Release the tourniquet, control bleeding with bipolar electrocautery, and close the wound in one layer with nylon interrupted suture.

FIGURE 87-32 A, L-shaped full-thickness flap. B, Elevation of nail with nail matrix and glomus tumor. C, Glomus tumor in epithelial bed underneath flap. D, Postoperative photograph. SEE TECHNIQUE 87-14.
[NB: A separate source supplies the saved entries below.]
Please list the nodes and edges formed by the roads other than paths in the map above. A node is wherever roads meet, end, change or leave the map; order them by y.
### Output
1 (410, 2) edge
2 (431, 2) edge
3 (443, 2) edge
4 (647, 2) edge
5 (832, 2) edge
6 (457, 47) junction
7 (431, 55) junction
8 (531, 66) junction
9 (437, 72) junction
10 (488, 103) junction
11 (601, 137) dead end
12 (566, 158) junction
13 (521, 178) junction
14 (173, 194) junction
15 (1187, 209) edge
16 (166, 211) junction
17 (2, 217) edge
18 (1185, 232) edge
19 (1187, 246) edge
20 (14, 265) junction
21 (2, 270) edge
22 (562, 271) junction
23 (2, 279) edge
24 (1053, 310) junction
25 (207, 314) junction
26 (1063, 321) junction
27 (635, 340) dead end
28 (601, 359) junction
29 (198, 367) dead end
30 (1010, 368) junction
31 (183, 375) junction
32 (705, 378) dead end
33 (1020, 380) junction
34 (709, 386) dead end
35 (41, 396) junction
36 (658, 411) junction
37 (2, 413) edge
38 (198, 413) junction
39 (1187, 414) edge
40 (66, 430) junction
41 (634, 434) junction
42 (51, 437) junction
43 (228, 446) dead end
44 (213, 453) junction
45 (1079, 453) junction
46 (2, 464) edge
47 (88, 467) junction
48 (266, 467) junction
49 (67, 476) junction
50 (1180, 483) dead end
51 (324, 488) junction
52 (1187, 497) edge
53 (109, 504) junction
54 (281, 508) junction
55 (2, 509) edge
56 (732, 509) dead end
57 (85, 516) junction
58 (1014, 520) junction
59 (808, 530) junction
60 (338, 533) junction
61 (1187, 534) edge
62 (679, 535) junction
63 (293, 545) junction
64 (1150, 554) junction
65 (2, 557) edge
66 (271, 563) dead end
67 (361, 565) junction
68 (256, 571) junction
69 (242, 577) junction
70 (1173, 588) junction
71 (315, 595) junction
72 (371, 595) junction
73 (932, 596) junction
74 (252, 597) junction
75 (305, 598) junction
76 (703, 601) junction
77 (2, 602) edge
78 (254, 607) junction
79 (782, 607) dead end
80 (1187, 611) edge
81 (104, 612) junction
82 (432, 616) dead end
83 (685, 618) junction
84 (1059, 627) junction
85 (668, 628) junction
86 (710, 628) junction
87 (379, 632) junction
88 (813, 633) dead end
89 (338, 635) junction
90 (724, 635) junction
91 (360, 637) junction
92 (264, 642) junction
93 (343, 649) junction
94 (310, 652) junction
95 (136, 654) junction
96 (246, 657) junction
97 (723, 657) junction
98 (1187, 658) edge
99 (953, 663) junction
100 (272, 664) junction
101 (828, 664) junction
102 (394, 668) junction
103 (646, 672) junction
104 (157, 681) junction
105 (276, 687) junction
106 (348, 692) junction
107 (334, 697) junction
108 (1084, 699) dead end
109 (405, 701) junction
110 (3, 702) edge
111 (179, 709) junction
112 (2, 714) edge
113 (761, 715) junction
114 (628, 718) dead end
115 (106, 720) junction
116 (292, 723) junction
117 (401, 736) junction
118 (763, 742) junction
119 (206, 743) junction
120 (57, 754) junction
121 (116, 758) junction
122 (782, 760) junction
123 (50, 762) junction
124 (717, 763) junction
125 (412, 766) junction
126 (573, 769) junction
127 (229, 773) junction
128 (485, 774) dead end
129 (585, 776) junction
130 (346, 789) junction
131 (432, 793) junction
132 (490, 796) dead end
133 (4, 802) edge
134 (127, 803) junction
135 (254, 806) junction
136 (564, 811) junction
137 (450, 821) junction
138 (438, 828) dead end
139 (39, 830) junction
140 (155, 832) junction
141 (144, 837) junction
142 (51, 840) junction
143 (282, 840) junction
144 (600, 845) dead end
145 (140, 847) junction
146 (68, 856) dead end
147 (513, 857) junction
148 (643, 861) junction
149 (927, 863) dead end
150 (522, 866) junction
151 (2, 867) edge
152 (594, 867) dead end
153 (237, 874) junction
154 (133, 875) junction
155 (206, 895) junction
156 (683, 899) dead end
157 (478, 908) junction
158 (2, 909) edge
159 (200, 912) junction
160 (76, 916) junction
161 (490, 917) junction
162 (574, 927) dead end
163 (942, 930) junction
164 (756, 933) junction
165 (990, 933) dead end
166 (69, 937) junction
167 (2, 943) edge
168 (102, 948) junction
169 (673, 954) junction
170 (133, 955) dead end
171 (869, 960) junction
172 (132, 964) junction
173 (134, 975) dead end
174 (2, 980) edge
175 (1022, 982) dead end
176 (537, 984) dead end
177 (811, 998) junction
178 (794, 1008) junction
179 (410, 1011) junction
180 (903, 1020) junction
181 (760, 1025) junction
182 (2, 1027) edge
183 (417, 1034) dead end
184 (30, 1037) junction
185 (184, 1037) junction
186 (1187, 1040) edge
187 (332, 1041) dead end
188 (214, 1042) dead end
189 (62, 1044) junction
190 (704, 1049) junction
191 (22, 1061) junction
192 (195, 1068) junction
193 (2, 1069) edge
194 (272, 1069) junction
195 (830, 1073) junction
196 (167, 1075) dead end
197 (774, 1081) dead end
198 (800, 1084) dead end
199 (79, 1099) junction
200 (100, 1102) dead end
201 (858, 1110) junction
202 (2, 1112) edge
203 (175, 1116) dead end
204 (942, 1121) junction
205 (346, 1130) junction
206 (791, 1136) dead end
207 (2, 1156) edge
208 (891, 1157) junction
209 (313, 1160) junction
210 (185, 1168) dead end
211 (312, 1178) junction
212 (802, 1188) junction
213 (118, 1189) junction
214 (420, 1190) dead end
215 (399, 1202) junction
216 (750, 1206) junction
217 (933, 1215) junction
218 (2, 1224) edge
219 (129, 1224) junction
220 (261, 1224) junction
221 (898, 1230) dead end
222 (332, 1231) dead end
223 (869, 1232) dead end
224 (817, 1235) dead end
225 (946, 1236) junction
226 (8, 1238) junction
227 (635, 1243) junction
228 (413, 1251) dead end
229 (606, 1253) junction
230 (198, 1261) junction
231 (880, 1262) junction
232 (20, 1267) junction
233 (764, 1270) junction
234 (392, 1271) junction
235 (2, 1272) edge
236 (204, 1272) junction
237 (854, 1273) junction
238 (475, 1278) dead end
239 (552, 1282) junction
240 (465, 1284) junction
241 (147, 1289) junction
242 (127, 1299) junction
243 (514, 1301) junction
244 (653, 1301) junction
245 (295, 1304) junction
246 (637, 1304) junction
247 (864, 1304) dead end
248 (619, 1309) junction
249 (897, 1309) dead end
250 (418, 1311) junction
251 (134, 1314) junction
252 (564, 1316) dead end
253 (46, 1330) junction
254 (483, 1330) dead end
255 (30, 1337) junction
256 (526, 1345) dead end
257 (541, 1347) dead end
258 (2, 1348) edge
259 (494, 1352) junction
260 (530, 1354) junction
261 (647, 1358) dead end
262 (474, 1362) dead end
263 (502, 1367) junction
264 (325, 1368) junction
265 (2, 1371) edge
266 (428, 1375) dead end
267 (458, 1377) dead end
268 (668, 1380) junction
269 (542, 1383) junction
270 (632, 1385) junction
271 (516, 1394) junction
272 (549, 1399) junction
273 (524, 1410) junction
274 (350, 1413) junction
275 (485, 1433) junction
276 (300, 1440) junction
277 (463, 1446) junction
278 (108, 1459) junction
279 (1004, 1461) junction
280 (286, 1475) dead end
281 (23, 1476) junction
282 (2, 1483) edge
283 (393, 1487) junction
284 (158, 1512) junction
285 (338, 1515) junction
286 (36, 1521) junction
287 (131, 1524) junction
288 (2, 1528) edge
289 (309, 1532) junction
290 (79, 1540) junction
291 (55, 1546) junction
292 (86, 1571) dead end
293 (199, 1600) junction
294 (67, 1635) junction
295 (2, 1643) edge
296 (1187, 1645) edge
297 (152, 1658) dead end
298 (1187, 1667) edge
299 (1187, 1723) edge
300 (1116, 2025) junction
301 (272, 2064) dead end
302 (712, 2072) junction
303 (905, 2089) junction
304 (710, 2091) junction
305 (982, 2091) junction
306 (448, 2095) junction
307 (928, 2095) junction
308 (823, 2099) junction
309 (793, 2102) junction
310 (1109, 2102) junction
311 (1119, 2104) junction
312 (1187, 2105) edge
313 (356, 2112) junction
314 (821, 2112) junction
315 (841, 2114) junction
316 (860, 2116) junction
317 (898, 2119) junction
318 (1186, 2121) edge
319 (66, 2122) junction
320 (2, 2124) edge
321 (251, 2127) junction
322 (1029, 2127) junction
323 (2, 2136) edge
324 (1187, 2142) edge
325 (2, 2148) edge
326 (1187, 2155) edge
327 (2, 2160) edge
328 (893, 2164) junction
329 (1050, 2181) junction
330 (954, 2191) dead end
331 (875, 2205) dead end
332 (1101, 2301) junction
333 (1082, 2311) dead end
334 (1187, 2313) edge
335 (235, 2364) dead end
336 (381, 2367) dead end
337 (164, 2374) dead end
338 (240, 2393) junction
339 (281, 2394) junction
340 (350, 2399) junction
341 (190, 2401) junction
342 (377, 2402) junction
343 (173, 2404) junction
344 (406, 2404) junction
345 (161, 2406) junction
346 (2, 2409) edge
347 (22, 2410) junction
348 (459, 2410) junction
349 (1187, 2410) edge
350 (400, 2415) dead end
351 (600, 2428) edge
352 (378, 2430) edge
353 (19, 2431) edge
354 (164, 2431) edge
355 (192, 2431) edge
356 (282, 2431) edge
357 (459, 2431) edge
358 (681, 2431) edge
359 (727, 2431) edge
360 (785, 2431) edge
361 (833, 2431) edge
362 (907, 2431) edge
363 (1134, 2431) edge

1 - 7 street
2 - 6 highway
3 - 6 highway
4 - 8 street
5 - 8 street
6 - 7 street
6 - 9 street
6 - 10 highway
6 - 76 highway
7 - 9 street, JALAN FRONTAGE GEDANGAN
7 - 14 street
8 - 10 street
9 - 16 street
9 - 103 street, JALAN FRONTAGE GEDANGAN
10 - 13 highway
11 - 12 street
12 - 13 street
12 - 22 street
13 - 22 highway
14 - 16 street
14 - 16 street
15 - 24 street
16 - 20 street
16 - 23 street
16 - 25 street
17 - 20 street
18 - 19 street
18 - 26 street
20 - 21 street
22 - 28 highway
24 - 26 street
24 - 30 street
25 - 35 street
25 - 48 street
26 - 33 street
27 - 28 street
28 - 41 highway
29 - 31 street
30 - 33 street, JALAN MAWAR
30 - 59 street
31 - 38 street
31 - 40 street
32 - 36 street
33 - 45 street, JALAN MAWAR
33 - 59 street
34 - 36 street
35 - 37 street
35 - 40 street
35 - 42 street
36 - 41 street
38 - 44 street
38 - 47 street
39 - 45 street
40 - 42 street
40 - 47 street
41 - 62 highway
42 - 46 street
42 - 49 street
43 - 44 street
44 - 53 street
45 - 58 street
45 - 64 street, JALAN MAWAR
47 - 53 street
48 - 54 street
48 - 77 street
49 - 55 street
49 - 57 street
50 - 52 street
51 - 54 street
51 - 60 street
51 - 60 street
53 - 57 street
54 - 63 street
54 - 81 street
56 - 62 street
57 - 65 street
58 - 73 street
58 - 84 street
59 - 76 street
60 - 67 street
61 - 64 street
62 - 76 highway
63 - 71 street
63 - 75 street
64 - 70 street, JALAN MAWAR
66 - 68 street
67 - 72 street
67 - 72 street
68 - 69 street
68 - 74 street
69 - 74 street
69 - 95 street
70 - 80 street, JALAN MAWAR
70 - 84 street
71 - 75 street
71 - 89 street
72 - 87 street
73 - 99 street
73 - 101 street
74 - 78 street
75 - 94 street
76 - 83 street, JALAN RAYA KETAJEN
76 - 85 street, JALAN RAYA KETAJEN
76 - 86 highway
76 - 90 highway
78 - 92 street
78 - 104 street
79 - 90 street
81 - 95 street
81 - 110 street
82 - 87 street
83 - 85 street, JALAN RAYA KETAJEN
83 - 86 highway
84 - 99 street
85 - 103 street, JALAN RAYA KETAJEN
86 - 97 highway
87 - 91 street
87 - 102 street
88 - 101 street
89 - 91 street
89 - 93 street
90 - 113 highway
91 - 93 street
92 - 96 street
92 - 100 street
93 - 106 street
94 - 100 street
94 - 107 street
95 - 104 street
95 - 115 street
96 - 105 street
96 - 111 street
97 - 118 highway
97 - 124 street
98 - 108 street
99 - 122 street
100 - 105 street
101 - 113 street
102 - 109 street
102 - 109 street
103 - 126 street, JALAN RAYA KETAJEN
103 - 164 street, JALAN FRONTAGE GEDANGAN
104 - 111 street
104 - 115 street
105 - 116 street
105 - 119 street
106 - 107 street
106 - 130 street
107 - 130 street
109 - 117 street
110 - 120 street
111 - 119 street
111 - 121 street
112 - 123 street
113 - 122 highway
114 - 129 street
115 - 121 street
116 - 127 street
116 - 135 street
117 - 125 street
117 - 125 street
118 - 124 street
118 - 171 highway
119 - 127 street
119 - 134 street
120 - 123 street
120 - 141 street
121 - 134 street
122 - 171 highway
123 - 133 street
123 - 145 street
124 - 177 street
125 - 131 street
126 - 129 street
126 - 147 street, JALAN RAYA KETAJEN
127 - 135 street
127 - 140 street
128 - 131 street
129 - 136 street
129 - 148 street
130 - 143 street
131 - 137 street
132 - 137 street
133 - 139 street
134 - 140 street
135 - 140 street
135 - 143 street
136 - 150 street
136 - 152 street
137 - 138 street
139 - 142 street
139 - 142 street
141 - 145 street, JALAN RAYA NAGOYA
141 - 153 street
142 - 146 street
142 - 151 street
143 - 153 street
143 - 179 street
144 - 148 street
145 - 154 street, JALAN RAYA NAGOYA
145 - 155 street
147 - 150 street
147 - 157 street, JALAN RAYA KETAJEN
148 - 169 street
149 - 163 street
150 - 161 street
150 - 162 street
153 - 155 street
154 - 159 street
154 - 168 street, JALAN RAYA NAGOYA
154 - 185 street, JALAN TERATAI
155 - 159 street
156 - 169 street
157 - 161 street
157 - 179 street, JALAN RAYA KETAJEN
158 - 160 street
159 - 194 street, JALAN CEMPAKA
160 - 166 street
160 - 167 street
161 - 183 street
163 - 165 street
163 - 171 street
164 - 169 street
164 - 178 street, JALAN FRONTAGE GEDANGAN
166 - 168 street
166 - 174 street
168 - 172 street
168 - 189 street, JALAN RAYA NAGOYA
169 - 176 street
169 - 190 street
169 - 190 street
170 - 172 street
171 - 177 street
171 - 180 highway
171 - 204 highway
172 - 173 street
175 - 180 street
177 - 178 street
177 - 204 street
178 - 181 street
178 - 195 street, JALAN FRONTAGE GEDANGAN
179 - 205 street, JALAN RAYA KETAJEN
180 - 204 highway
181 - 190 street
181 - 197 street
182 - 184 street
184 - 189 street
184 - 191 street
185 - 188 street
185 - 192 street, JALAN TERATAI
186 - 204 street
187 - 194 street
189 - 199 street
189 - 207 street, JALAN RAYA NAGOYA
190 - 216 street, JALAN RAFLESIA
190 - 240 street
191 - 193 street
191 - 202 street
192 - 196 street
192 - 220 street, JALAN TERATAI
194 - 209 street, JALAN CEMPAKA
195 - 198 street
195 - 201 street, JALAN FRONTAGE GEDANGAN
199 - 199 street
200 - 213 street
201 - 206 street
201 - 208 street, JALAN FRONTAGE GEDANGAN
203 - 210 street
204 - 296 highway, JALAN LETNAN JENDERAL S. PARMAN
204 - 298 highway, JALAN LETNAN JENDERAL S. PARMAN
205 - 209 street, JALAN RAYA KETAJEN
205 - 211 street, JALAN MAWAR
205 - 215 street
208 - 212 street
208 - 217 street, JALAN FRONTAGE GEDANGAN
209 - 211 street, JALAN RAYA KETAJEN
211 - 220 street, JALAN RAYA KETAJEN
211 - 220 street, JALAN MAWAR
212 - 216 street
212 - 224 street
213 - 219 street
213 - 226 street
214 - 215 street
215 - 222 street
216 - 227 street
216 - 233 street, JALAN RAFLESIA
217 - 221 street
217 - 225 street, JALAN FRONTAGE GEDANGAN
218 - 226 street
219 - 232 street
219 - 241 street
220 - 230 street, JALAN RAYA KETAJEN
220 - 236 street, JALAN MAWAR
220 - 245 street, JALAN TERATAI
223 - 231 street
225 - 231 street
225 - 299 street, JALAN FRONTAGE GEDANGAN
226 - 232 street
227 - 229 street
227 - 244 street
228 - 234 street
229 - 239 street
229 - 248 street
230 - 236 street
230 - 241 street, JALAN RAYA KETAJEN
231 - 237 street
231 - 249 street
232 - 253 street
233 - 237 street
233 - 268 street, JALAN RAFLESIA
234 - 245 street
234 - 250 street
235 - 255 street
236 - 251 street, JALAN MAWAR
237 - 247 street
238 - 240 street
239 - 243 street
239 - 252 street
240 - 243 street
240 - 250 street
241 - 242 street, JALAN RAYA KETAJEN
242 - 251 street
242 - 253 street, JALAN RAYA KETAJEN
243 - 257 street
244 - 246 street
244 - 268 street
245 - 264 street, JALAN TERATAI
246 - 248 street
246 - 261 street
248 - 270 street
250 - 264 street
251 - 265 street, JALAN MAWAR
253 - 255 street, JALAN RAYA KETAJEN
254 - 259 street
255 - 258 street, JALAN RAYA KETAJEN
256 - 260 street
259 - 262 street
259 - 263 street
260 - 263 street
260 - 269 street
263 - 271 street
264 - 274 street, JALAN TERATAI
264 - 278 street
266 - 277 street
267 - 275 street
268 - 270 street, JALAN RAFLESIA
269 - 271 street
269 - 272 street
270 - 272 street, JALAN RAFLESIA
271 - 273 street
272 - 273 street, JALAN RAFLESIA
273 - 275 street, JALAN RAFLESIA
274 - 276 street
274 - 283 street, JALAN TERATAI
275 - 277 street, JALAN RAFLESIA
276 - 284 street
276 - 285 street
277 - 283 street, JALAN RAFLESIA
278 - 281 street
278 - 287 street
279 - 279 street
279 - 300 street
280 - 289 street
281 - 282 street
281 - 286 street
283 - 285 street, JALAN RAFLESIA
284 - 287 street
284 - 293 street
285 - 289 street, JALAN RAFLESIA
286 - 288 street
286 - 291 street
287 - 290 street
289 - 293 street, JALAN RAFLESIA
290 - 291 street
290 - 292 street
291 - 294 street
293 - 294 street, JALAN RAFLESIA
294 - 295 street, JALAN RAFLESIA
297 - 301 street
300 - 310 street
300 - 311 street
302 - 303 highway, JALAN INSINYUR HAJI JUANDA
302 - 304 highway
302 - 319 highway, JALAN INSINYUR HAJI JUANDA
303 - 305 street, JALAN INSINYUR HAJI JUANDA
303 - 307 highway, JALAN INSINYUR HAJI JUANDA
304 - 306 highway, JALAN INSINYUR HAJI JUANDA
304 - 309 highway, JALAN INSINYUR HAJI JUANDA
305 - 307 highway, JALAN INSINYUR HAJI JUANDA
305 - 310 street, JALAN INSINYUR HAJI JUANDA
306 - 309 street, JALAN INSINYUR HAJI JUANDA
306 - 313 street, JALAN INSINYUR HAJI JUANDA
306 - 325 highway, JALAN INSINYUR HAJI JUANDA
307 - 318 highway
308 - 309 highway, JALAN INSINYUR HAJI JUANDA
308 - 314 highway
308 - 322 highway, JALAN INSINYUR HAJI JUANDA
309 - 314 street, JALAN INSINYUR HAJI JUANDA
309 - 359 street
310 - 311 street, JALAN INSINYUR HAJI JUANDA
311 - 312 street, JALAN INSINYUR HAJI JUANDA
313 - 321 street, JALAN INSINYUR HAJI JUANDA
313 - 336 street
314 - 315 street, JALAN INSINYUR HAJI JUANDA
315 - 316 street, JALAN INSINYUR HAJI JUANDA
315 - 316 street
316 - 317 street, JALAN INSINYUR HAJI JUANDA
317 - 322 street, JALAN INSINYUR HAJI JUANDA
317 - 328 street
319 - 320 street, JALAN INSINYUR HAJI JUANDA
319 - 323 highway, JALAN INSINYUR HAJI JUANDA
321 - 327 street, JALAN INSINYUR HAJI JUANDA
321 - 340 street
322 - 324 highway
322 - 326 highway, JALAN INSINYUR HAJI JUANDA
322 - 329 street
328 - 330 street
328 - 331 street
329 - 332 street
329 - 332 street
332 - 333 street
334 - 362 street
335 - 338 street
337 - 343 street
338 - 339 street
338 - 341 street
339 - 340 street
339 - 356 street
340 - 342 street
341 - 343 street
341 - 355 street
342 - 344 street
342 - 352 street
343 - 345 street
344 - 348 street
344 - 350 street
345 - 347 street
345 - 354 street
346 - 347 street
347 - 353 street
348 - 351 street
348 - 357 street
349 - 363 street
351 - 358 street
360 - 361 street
(A-C from Horst F, Nunley JA: Technique tip: glomus tumors in the foot: a new surgical technique for removal, Foot Ankle Int 24:949, 2003.)
Malignant Melanoma
The orthopaedist seldom makes the initial diagnosis of malignant melanoma. To overlook this diagnosis, however, or not have this diagnosis in the differential could lead to a poor prognosis because a delay in treatment leads to worse outcomes. Only 2% to 3% of melanomas occur in the nail apparatus, and the occurrence is more common in individuals of Asian or African descent, groups that have a lower incidence of melanoma at other sites. Subungual melanomas are usually painless black discolorations under the nail, but they can also be amelanotic, and they may or may not involve nail plate changes. Warning signs that may indicate a subungual melanoma as opposed to subungual hematoma or onychomycosis include Hutchinson’s sign (Fig. 87-33), in which discoloration of the nail bed involves the proximal nail fold. Another indication is discoloration that does not move distally as the nail grows. When diagnosis and staging are finalized, the surgical treatment is a proximal amputation at the metatarsophalangeal joint or proximal metatarsal. For those techniques, see Chapter 15.